Encontrar en la calle a un mendigo muerto, a nadie debe sorprender. Como se ignora su domicilio y quien es, la municipalidad se preocupa de retirar el cadáver y lo envía a la morgue. Ahí puede ser reclamado por sus familiares. Si al cabo de unos meses nadie realiza la diligencia, es arrojado a la fosa común del cementerio.

“Una ciudad donde no hay mendigos no es ciudad”, escribe una poeta y acierta en su análisis. Idea que ha recogido del proverbio árabe: “Casa sin niños no es casa”. De morir cualquier mendigo, en nada altera la marcha de la ciudad. Si se seca algún árbol de las calles o lo abate un temporal de viento o lluvia, es talado y convertido en leña.

En Ocho Norte de Viña del Mar, a tres cuadras de la avenida Libertad, hay un banco frecuentado por un mendigo. Se tiende sobre cartones, pedazos de diarios y se cubre con una frazada sebosa, agujereada por las polillas. A distintas horas duerme, como cualquier holgazán. Lo acompaña un perrito, que se guarece debajo del banco, cuya fidelidad siempre conmueve. Los animales demuestran esta condición mejor que los humanos. No duerme sobre una alfombra, en una caseta en el jardín o metido en la cama, abrazado a la soledad del amo.

Nuestro mendigo —nos pertenece porque vivimos en su misma ciudad— cumple si puede las normas del ciudadano. Se las ingenia para obtener la merienda. Pide en los restoranes las sobras antes que la boten a los contenedores de la basura, o él mismo la recoge de ahí. Donde también consigue la ropa que cubre su precariedad. Al momento de realizar sus urgencias biológicas, busca un lugar discreto.
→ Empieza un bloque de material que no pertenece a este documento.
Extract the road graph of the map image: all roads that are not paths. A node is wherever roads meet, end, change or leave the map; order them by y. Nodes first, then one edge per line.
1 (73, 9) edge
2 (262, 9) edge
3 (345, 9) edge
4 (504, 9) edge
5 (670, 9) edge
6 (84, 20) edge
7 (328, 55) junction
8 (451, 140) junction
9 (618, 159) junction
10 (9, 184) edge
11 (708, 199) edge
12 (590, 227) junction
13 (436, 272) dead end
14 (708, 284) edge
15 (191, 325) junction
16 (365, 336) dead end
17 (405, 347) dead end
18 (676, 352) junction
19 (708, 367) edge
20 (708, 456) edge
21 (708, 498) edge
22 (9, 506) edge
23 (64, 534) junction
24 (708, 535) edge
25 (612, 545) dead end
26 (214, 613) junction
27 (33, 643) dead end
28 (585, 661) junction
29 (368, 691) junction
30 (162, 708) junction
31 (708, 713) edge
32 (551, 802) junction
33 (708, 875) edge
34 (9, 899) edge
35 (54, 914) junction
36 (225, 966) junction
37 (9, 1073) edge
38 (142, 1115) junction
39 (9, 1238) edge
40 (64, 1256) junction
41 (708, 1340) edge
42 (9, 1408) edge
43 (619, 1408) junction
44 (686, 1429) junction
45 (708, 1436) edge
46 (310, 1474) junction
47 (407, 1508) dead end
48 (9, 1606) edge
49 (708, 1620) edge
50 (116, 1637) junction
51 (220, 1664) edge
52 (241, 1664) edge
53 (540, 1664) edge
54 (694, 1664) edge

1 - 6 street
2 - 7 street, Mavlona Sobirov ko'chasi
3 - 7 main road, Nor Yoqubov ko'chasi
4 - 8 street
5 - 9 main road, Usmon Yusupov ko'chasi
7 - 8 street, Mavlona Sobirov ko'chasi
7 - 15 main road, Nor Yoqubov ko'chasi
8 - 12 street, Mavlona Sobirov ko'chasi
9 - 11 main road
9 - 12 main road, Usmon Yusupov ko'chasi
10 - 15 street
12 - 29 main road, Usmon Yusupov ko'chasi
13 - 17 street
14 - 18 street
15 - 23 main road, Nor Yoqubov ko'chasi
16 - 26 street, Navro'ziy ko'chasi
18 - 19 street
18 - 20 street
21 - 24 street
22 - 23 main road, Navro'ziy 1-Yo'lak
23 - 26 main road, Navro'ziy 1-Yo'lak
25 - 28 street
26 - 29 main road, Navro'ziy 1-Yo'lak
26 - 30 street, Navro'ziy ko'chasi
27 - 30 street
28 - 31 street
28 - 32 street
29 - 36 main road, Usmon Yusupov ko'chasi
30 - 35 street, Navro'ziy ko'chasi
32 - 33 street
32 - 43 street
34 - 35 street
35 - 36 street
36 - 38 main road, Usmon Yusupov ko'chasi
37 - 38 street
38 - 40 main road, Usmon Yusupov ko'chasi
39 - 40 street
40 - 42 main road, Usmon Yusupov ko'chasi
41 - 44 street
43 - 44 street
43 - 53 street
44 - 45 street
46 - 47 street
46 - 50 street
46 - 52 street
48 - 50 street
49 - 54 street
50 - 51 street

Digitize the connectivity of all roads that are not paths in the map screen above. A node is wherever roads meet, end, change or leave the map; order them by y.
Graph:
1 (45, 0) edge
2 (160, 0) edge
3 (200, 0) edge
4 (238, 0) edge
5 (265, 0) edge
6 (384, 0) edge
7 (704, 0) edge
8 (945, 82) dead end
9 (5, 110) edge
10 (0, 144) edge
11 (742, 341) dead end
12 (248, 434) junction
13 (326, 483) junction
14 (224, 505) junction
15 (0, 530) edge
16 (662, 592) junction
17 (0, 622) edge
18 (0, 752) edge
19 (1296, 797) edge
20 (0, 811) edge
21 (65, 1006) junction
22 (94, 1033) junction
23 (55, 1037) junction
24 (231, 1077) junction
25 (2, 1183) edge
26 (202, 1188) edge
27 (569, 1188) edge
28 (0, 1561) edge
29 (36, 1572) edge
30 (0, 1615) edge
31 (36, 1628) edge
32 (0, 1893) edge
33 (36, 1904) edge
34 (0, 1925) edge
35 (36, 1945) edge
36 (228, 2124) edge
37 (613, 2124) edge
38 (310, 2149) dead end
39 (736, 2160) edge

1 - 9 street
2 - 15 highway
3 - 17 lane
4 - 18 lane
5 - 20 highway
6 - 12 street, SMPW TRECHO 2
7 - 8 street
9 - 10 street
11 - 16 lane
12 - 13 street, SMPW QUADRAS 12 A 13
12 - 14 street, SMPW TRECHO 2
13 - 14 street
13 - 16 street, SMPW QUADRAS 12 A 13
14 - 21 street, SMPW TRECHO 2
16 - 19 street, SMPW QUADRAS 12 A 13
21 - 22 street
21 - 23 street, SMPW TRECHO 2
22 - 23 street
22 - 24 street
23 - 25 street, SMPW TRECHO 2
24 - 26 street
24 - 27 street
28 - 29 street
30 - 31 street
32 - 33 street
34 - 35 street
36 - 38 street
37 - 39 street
Sabe de pudor, aun cuando la condición de ser mendigo, lo aleja de ciertas conductas de urbanidad.

Como yo circulo a menudo por ahí, lo observo en silencio movido por la curiosidad de quién recorre las calles como él, empeñado en descubrir lugares donde el misterio escribe historias. Cada esquina la tiene. He sentido en ocasiones la tentación de hablarle, de mantener una mínima conversación, para distraer nuestra ociosidad. Al ignorar cual va a ser su reacción, prefiero seguir de largo.




Hace una semana ha dejado de frecuentar el banco, su lecho de emergencia, el cual no debería de serlo, al no disponer de otro lugar donde vivir. Como deseo por curiosidad saber de su destino, pregunto al conserje del edificio situado frente al banco, si algo sabe del mendigo, pues en las tardes riega el jardín del inmueble.

—Murió de frío y se lo llevaron a la morgue.

— ¿Se supo quién era?

—En cierta ocasión, me contó que había huido de su casa cuando era muy niño y desde hacía años, vagaba por la ciudad. Ni siquiera sabía su nombre y el lugar de donde era, porque lo había olvidado.

— ¿Y qué ha sabido del perrito que lo acompañaba?

—Desapareció apenas llevaron a su amo a la morgue.

Como la respuesta creaba un nuevo escenario, lo cual imaginaba que podía suceder en cualquier instante, me marché en silencio. La ciudad, mientras empezaba a llover, la sentía distinta. Por fin había llegado la ocasión que tanto anhelaba: disponer del banco desocupado.